Data records
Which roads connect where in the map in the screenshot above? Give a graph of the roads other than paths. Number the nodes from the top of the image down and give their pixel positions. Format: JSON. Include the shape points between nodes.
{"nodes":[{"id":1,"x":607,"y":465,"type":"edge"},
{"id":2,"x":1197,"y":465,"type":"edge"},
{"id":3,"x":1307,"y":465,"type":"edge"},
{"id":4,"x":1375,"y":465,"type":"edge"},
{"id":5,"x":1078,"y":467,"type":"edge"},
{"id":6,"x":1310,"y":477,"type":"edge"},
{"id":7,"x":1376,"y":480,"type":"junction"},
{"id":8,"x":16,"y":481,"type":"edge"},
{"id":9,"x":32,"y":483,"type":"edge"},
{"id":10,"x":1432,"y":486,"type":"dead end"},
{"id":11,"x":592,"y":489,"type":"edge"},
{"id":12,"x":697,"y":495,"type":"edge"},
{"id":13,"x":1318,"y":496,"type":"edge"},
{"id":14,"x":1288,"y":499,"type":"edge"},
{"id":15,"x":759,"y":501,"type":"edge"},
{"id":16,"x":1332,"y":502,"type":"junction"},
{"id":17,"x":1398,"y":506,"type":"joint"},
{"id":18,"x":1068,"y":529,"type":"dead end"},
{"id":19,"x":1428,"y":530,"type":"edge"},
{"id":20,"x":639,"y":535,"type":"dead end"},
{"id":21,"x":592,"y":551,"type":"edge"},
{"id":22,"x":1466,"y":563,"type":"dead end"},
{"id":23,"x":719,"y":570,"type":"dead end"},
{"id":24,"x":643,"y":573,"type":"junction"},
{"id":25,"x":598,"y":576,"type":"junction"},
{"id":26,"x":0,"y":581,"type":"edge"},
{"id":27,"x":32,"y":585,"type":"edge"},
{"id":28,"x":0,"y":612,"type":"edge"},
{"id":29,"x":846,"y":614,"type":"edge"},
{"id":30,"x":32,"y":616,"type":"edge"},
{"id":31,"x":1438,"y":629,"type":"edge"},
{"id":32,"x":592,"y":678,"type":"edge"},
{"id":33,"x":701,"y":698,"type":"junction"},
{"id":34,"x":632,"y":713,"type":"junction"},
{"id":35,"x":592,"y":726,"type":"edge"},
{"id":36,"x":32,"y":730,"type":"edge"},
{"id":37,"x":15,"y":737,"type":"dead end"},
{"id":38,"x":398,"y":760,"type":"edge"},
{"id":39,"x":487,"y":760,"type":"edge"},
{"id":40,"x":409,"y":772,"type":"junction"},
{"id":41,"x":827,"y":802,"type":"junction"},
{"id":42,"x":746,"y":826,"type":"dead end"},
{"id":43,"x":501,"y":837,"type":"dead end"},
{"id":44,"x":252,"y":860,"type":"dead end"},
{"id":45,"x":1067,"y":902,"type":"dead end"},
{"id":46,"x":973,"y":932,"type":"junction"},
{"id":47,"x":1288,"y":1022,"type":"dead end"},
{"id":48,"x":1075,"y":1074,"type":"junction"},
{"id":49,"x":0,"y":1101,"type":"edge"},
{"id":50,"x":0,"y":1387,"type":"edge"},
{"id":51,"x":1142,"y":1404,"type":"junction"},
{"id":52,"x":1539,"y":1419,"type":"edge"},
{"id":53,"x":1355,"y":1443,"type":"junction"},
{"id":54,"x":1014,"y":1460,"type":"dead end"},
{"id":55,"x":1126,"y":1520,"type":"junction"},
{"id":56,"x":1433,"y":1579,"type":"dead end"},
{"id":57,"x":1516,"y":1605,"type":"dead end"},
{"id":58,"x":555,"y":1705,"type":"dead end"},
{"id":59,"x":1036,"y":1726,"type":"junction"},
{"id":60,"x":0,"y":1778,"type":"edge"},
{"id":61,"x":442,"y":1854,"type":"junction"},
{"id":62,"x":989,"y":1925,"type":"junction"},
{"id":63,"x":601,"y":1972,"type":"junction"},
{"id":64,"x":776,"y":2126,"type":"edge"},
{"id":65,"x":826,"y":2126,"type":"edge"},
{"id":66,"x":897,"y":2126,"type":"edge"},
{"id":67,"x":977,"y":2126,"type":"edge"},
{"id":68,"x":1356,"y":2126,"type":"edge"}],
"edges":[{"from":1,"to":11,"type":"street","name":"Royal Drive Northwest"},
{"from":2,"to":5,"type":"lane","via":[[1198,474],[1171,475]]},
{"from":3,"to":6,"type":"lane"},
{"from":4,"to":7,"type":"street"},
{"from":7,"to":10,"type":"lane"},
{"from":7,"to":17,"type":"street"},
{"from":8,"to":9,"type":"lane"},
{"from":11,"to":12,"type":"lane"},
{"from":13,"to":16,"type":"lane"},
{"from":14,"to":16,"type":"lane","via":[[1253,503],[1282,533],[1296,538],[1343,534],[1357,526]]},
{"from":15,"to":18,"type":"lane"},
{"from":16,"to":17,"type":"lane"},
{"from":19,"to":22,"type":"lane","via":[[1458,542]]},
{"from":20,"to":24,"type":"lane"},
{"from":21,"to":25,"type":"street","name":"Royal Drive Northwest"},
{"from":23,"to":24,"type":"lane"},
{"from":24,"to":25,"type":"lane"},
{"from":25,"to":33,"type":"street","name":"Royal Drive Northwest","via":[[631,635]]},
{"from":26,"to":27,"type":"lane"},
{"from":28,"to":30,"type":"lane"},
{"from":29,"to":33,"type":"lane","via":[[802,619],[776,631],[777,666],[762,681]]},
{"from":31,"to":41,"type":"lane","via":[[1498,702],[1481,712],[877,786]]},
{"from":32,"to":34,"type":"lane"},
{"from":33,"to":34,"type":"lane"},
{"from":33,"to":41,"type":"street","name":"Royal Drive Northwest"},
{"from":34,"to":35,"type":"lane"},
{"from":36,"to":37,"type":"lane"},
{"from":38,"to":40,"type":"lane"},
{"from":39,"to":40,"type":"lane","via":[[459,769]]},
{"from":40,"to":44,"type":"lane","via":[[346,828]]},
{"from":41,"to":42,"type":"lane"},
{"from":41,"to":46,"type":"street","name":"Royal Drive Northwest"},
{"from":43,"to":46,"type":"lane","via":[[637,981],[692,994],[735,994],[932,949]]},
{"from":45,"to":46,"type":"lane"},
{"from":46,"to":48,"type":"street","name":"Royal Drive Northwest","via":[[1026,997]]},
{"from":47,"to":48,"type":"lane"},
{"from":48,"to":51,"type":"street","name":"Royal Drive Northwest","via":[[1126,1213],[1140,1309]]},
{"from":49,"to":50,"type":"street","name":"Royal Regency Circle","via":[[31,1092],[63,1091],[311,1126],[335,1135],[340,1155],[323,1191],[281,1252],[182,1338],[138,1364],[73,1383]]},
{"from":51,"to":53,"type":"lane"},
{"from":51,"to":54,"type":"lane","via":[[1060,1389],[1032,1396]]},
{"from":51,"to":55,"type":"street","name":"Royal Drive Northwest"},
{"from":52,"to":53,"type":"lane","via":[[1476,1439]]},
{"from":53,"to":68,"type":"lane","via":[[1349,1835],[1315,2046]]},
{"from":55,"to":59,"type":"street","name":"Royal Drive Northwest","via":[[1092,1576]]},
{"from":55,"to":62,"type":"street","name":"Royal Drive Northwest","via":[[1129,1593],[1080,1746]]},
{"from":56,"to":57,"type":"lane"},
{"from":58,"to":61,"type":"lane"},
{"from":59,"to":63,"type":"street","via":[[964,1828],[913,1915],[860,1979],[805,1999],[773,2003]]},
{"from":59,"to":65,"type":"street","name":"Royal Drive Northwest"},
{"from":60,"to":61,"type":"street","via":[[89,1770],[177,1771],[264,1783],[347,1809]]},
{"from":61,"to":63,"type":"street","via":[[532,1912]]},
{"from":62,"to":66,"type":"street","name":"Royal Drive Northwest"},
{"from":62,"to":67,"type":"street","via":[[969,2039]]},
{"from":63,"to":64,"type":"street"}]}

• [WHAT YOU ARE ASKED TO DO] Every record, copied exactly, is the expected answer.

• [TASK RESPONSE]
Which roads connect where in the map in the screenshot above? Give a graph of the roads other than paths. Number the nodes from the top of the image down and give their pixel positions. Format: JSON. Include the shape points between nodes.
{"nodes":[{"id":1,"x":607,"y":465,"type":"edge"},
{"id":2,"x":1197,"y":465,"type":"edge"},
{"id":3,"x":1307,"y":465,"type":"edge"},
{"id":4,"x":1375,"y":465,"type":"edge"},
{"id":5,"x":1078,"y":467,"type":"edge"},
{"id":6,"x":1310,"y":477,"type":"edge"},
{"id":7,"x":1376,"y":480,"type":"junction"},
{"id":8,"x":16,"y":481,"type":"edge"},
{"id":9,"x":32,"y":483,"type":"edge"},
{"id":10,"x":1432,"y":486,"type":"dead end"},
{"id":11,"x":592,"y":489,"type":"edge"},
{"id":12,"x":697,"y":495,"type":"edge"},
{"id":13,"x":1318,"y":496,"type":"edge"},
{"id":14,"x":1288,"y":499,"type":"edge"},
{"id":15,"x":759,"y":501,"type":"edge"},
{"id":16,"x":1332,"y":502,"type":"junction"},
{"id":17,"x":1398,"y":506,"type":"joint"},
{"id":18,"x":1068,"y":529,"type":"dead end"},
{"id":19,"x":1428,"y":530,"type":"edge"},
{"id":20,"x":639,"y":535,"type":"dead end"},
{"id":21,"x":592,"y":551,"type":"edge"},
{"id":22,"x":1466,"y":563,"type":"dead end"},
{"id":23,"x":719,"y":570,"type":"dead end"},
{"id":24,"x":643,"y":573,"type":"junction"},
{"id":25,"x":598,"y":576,"type":"junction"},
{"id":26,"x":0,"y":581,"type":"edge"},
{"id":27,"x":32,"y":585,"type":"edge"},
{"id":28,"x":0,"y":612,"type":"edge"},
{"id":29,"x":846,"y":614,"type":"edge"},
{"id":30,"x":32,"y":616,"type":"edge"},
{"id":31,"x":1438,"y":629,"type":"edge"},
{"id":32,"x":592,"y":678,"type":"edge"},
{"id":33,"x":701,"y":698,"type":"junction"},
{"id":34,"x":632,"y":713,"type":"junction"},
{"id":35,"x":592,"y":726,"type":"edge"},
{"id":36,"x":32,"y":730,"type":"edge"},
{"id":37,"x":15,"y":737,"type":"dead end"},
{"id":38,"x":398,"y":760,"type":"edge"},
{"id":39,"x":487,"y":760,"type":"edge"},
{"id":40,"x":409,"y":772,"type":"junction"},
{"id":41,"x":827,"y":802,"type":"junction"},
{"id":42,"x":746,"y":826,"type":"dead end"},
{"id":43,"x":501,"y":837,"type":"dead end"},
{"id":44,"x":252,"y":860,"type":"dead end"},
{"id":45,"x":1067,"y":902,"type":"dead end"},
{"id":46,"x":973,"y":932,"type":"junction"},
{"id":47,"x":1288,"y":1022,"type":"dead end"},
{"id":48,"x":1075,"y":1074,"type":"junction"},
{"id":49,"x":0,"y":1101,"type":"edge"},
{"id":50,"x":0,"y":1387,"type":"edge"},
{"id":51,"x":1142,"y":1404,"type":"junction"},
{"id":52,"x":1539,"y":1419,"type":"edge"},
{"id":53,"x":1355,"y":1443,"type":"junction"},
{"id":54,"x":1014,"y":1460,"type":"dead end"},
{"id":55,"x":1126,"y":1520,"type":"junction"},
{"id":56,"x":1433,"y":1579,"type":"dead end"},
{"id":57,"x":1516,"y":1605,"type":"dead end"},
{"id":58,"x":555,"y":1705,"type":"dead end"},
{"id":59,"x":1036,"y":1726,"type":"junction"},
{"id":60,"x":0,"y":1778,"type":"edge"},
{"id":61,"x":442,"y":1854,"type":"junction"},
{"id":62,"x":989,"y":1925,"type":"junction"},
{"id":63,"x":601,"y":1972,"type":"junction"},
{"id":64,"x":776,"y":2126,"type":"edge"},
{"id":65,"x":826,"y":2126,"type":"edge"},
{"id":66,"x":897,"y":2126,"type":"edge"},
{"id":67,"x":977,"y":2126,"type":"edge"},
{"id":68,"x":1356,"y":2126,"type":"edge"}],
"edges":[{"from":1,"to":11,"type":"street","name":"Royal Drive Northwest"},
{"from":2,"to":5,"type":"lane","via":[[1198,474],[1171,475]]},
{"from":3,"to":6,"type":"lane"},
{"from":4,"to":7,"type":"street"},
{"from":7,"to":10,"type":"lane"},
{"from":7,"to":17,"type":"street"},
{"from":8,"to":9,"type":"lane"},
{"from":11,"to":12,"type":"lane"},
{"from":13,"to":16,"type":"lane"},
{"from":14,"to":16,"type":"lane","via":[[1253,503],[1282,533],[1296,538],[1343,534],[1357,526]]},
{"from":15,"to":18,"type":"lane"},
{"from":16,"to":17,"type":"lane"},
{"from":19,"to":22,"type":"lane","via":[[1458,542]]},
{"from":20,"to":24,"type":"lane"},
{"from":21,"to":25,"type":"street","name":"Royal Drive Northwest"},
{"from":23,"to":24,"type":"lane"},
{"from":24,"to":25,"type":"lane"},
{"from":25,"to":33,"type":"street","name":"Royal Drive Northwest","via":[[631,635]]},
{"from":26,"to":27,"type":"lane"},
{"from":28,"to":30,"type":"lane"},
{"from":29,"to":33,"type":"lane","via":[[802,619],[776,631],[777,666],[762,681]]},
{"from":31,"to":41,"type":"lane","via":[[1498,702],[1481,712],[877,786]]},
{"from":32,"to":34,"type":"lane"},
{"from":33,"to":34,"type":"lane"},
{"from":33,"to":41,"type":"street","name":"Royal Drive Northwest"},
{"from":34,"to":35,"type":"lane"},
{"from":36,"to":37,"type":"lane"},
{"from":38,"to":40,"type":"lane"},
{"from":39,"to":40,"type":"lane","via":[[459,769]]},
{"from":40,"to":44,"type":"lane","via":[[346,828]]},
{"from":41,"to":42,"type":"lane"},
{"from":41,"to":46,"type":"street","name":"Royal Drive Northwest"},
{"from":43,"to":46,"type":"lane","via":[[637,981],[692,994],[735,994],[932,949]]},
{"from":45,"to":46,"type":"lane"},
{"from":46,"to":48,"type":"street","name":"Royal Drive Northwest","via":[[1026,997]]},
{"from":47,"to":48,"type":"lane"},
{"from":48,"to":51,"type":"street","name":"Royal Drive Northwest","via":[[1126,1213],[1140,1309]]},
{"from":49,"to":50,"type":"street","name":"Royal Regency Circle","via":[[31,1092],[63,1091],[311,1126],[335,1135],[340,1155],[323,1191],[281,1252],[182,1338],[138,1364],[73,1383]]},
{"from":51,"to":53,"type":"lane"},
{"from":51,"to":54,"type":"lane","via":[[1060,1389],[1032,1396]]},
{"from":51,"to":55,"type":"street","name":"Royal Drive Northwest"},
{"from":52,"to":53,"type":"lane","via":[[1476,1439]]},
{"from":53,"to":68,"type":"lane","via":[[1349,1835],[1315,2046]]},
{"from":55,"to":59,"type":"street","name":"Royal Drive Northwest","via":[[1092,1576]]},
{"from":55,"to":62,"type":"street","name":"Royal Drive Northwest","via":[[1129,1593],[1080,1746]]},
{"from":56,"to":57,"type":"lane"},
{"from":58,"to":61,"type":"lane"},
{"from":59,"to":63,"type":"street","via":[[964,1828],[913,1915],[860,1979],[805,1999],[773,2003]]},
{"from":59,"to":65,"type":"street","name":"Royal Drive Northwest"},
{"from":60,"to":61,"type":"street","via":[[89,1770],[177,1771],[264,1783],[347,1809]]},
{"from":61,"to":63,"type":"street","via":[[532,1912]]},
{"from":62,"to":66,"type":"street","name":"Royal Drive Northwest"},
{"from":62,"to":67,"type":"street","via":[[969,2039]]},
{"from":63,"to":64,"type":"street"}]}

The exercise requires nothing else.